Report back every line from the entries below in which the word "Kölnstraße" occurs.

Extracted entries:
□ □ □

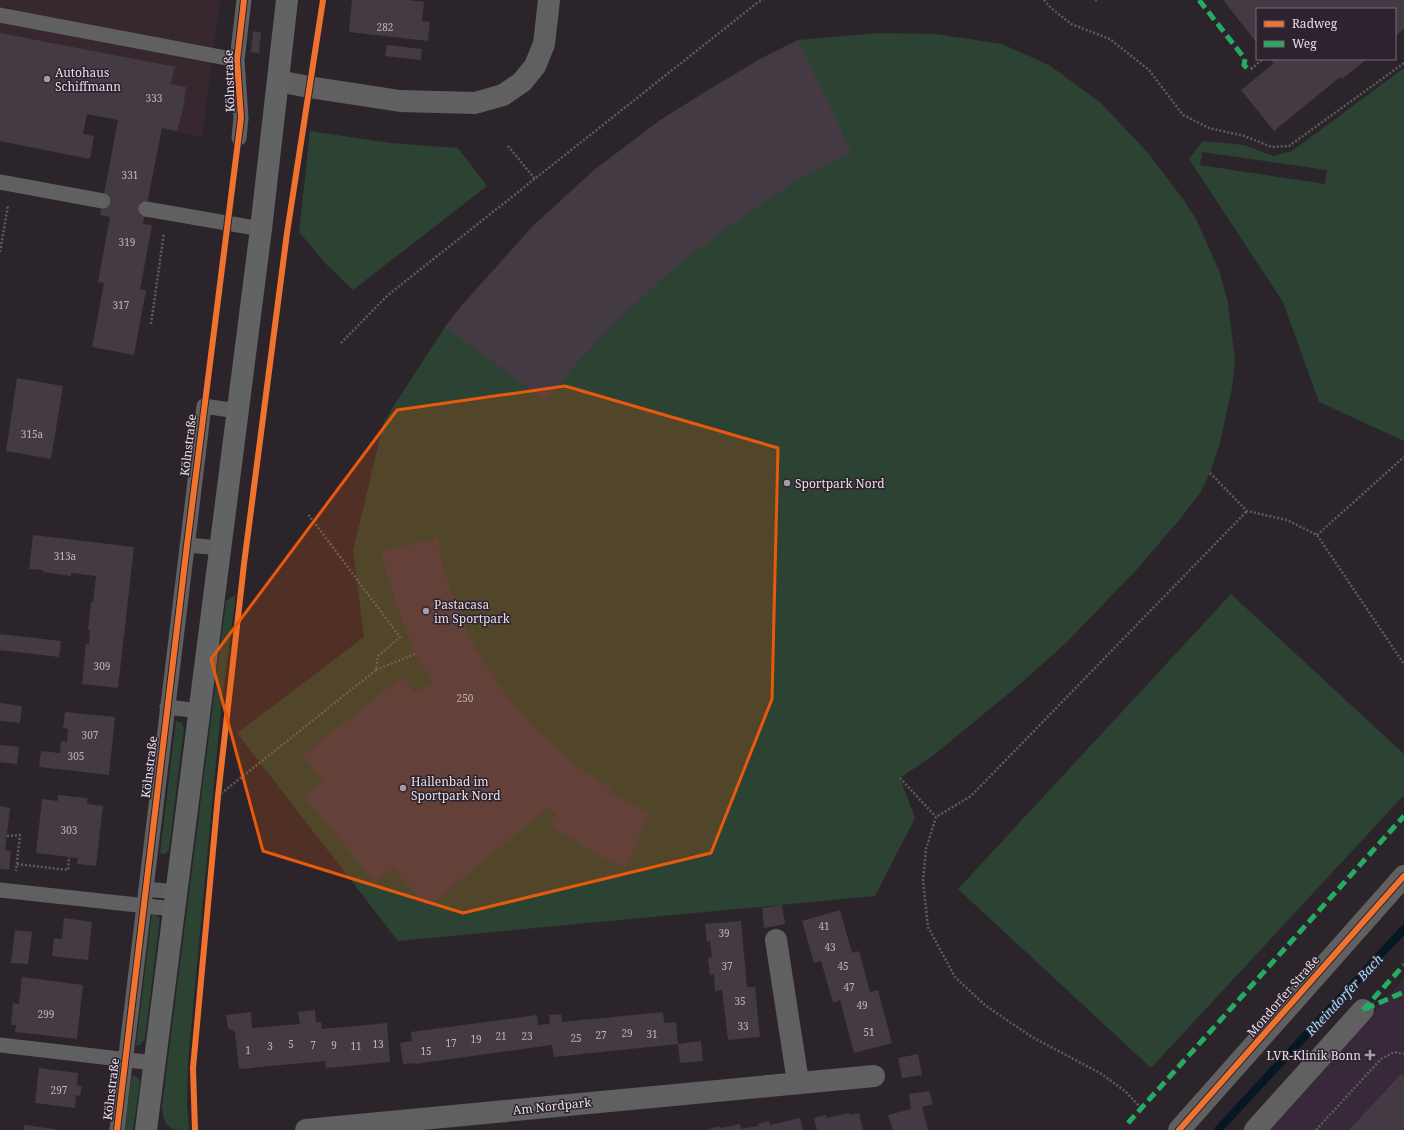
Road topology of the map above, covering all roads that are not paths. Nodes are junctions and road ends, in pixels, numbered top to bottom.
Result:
1 (244, 0) edge
2 (287, 0) edge
3 (550, 0) edge
4 (0, 15) edge
5 (237, 60) junction
6 (278, 81) junction
7 (239, 138) dead end
8 (6, 184) edge
9 (103, 201) dead end
10 (146, 208) dead end
11 (261, 229) junction
12 (237, 411) junction
13 (187, 545) junction
14 (220, 548) junction
15 (167, 707) junction
16 (200, 710) junction
17 (1404, 876) edge
18 (146, 889) junction
19 (6, 891) edge
20 (175, 900) junction
21 (143, 906) junction
22 (776, 940) dead end
23 (1363, 1010) dead end
24 (0, 1045) edge
25 (126, 1060) junction
26 (154, 1063) junction
27 (874, 1076) dead end
28 (798, 1082) junction
29 (117, 1130) edge
30 (146, 1130) edge
31 (306, 1130) edge
32 (1179, 1130) edge
33 (1255, 1130) edge

1 - 5 lane, Kölnstraße
2 - 6 main road
3 - 6 street
4 - 5 lane
5 - 7 lane, Kölnstraße
6 - 11 main road
8 - 9 lane
10 - 11 lane
11 - 12 main road
12 - 13 lane, Kölnstraße
12 - 14 main road
13 - 14 lane
13 - 15 lane, Kölnstraße
14 - 16 main road
15 - 16 lane
15 - 18 lane, Kölnstraße
16 - 20 main road
17 - 32 street, Mondorfer Straße
18 - 20 lane
18 - 21 lane, Kölnstraße
19 - 21 lane
20 - 21 lane
20 - 26 main road
21 - 25 lane, Kölnstraße
22 - 28 street
23 - 33 street
24 - 25 lane, Kölnstraße
25 - 26 lane, Kölnstraße
25 - 29 lane, Kölnstraße
26 - 30 main road
27 - 28 street, Am Nordpark
28 - 31 street, Am Nordpark

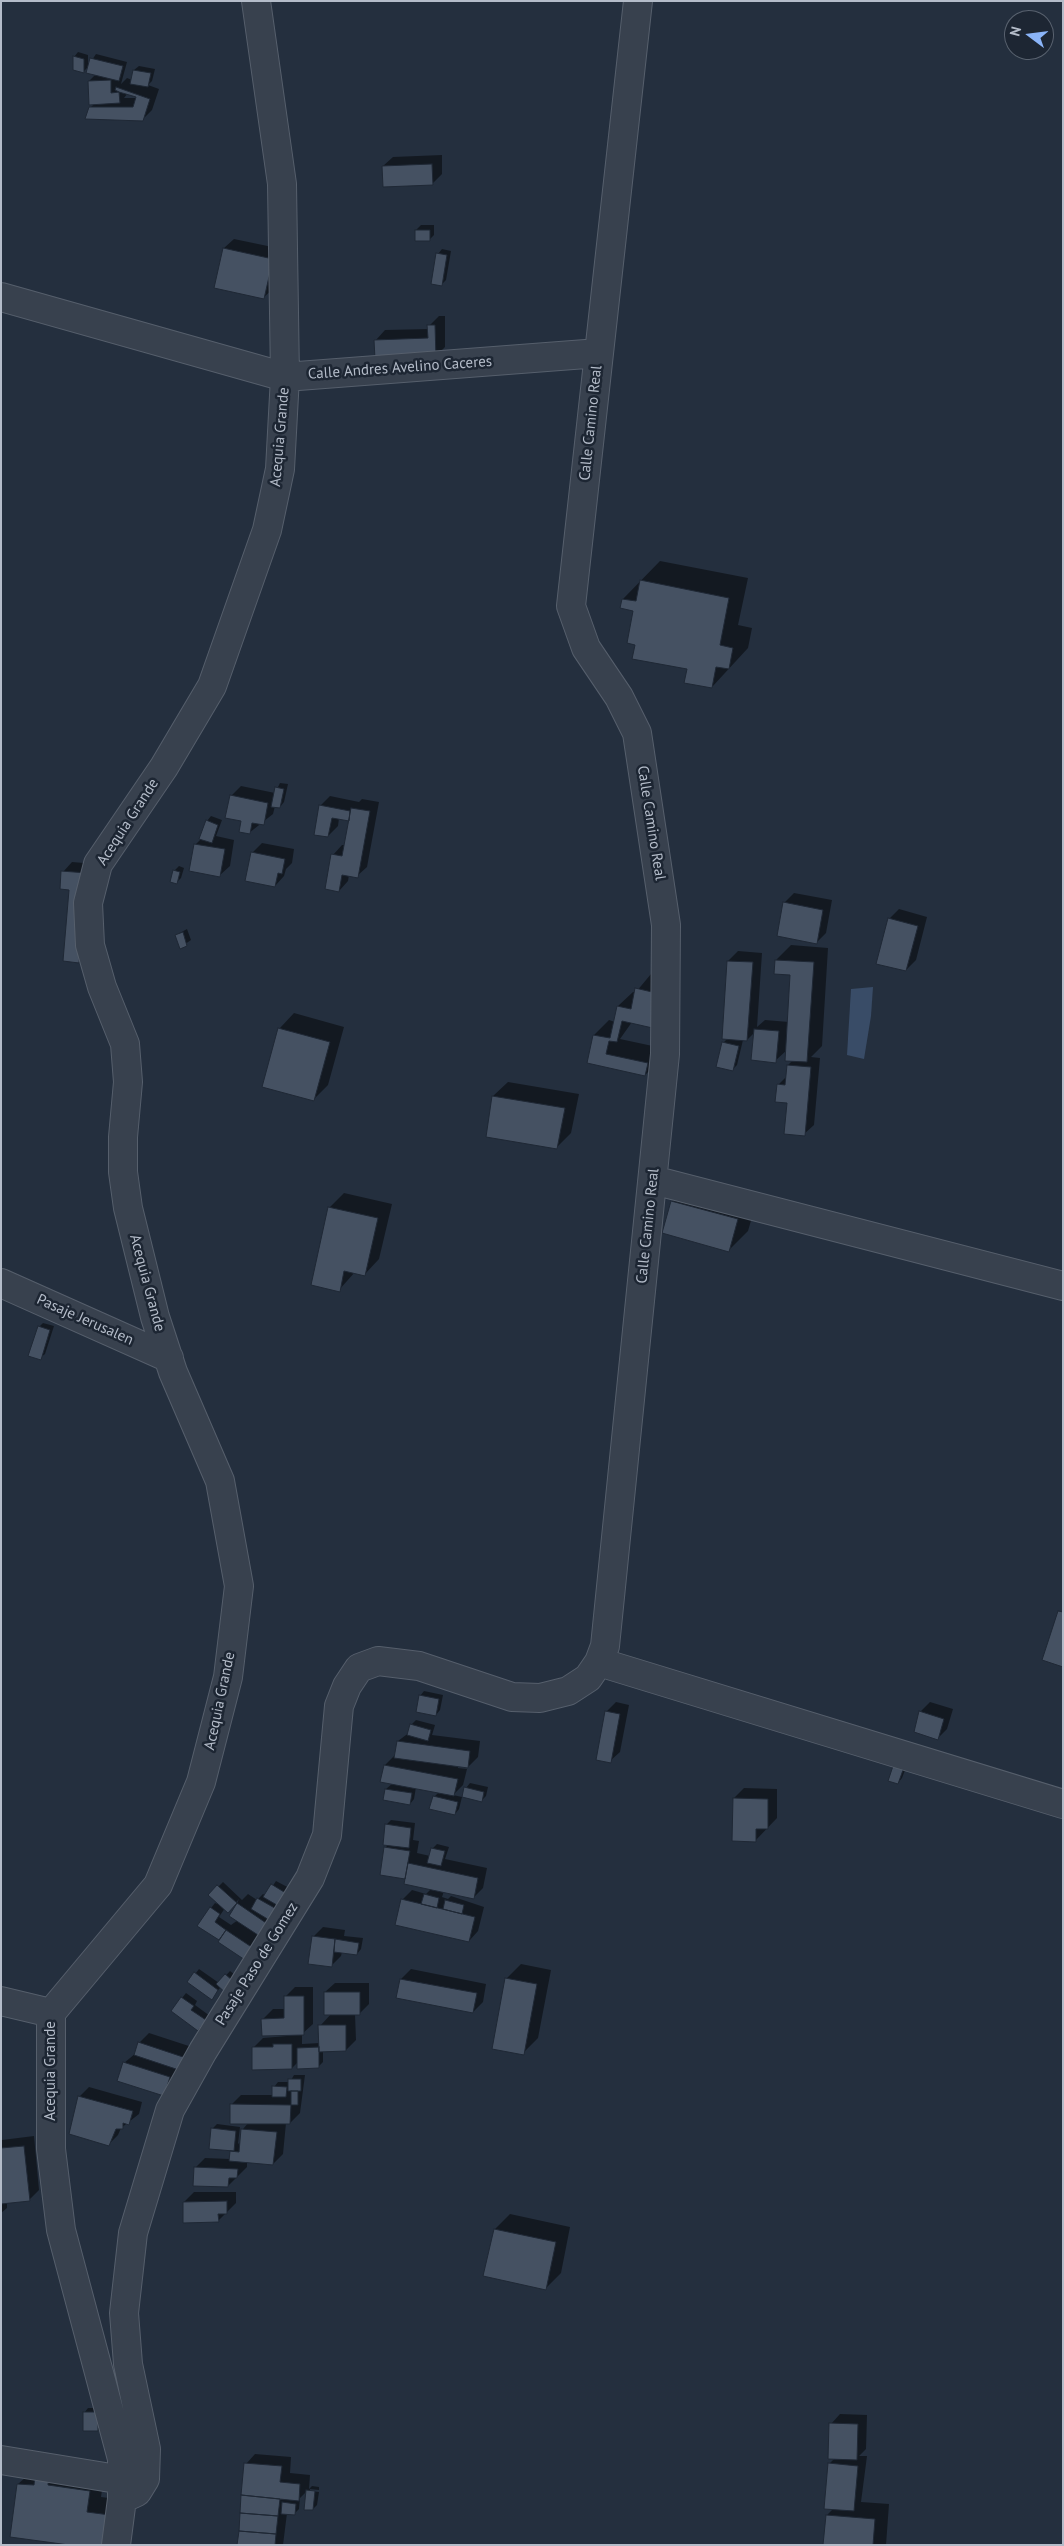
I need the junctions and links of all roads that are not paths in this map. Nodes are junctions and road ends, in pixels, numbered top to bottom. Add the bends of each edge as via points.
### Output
1 (256, 1) edge
2 (638, 1) edge
3 (1, 297) edge
4 (599, 353) junction
5 (285, 377) junction
6 (653, 1180) junction
7 (1, 1282) edge
8 (1063, 1286) edge
9 (168, 1358) junction
10 (599, 1662) junction
11 (1063, 1804) edge
12 (1, 2001) edge
13 (51, 2013) junction
14 (1, 2460) edge
15 (122, 2490) junction
16 (116, 2545) edge

1 - 5 street, Acequia Grande via 282,184
2 - 4 street, Calle Camino Real
3 - 5 street, Calle Andres Avelino Caceres
4 - 5 street, Calle Andres Avelino Caceres
4 - 6 street, Calle Camino Real via 571,606 586,648 620,696 637,733 666,925 665,1054
5 - 9 street, Acequia Grande via 280,469 267,530 212,686 164,767 98,864 88,903 90,945 124,1044 128,1082 123,1172 128,1208
6 - 8 street
6 - 10 street, Calle Camino Real via 606,1636
7 - 9 street, Pasaje Jerusalen
9 - 13 street, Acequia Grande via 220,1481 239,1586 228,1676 201,1782 158,1885
10 - 11 street
10 - 15 street, Pasaje Paso de Gomez via 588,1678 568,1691 540,1698 512,1697 419,1666 378,1661 359,1668 347,1686 339,1706 327,1834 310,1878 203,2050 170,2110 133,2233 124,2313 128,2364 146,2449 145,2479 137,2492
12 - 13 street
13 - 15 street, Acequia Grande via 51,2149 61,2230 122,2459
14 - 15 street
15 - 16 street, Acequia Grande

□ □ □

Task answer:
1 - 5 lane, Kölnstraße
5 - 7 lane, Kölnstraße
12 - 13 lane, Kölnstraße
13 - 15 lane, Kölnstraße
15 - 18 lane, Kölnstraße
18 - 21 lane, Kölnstraße
21 - 25 lane, Kölnstraße
24 - 25 lane, Kölnstraße
25 - 26 lane, Kölnstraße
25 - 29 lane, Kölnstraße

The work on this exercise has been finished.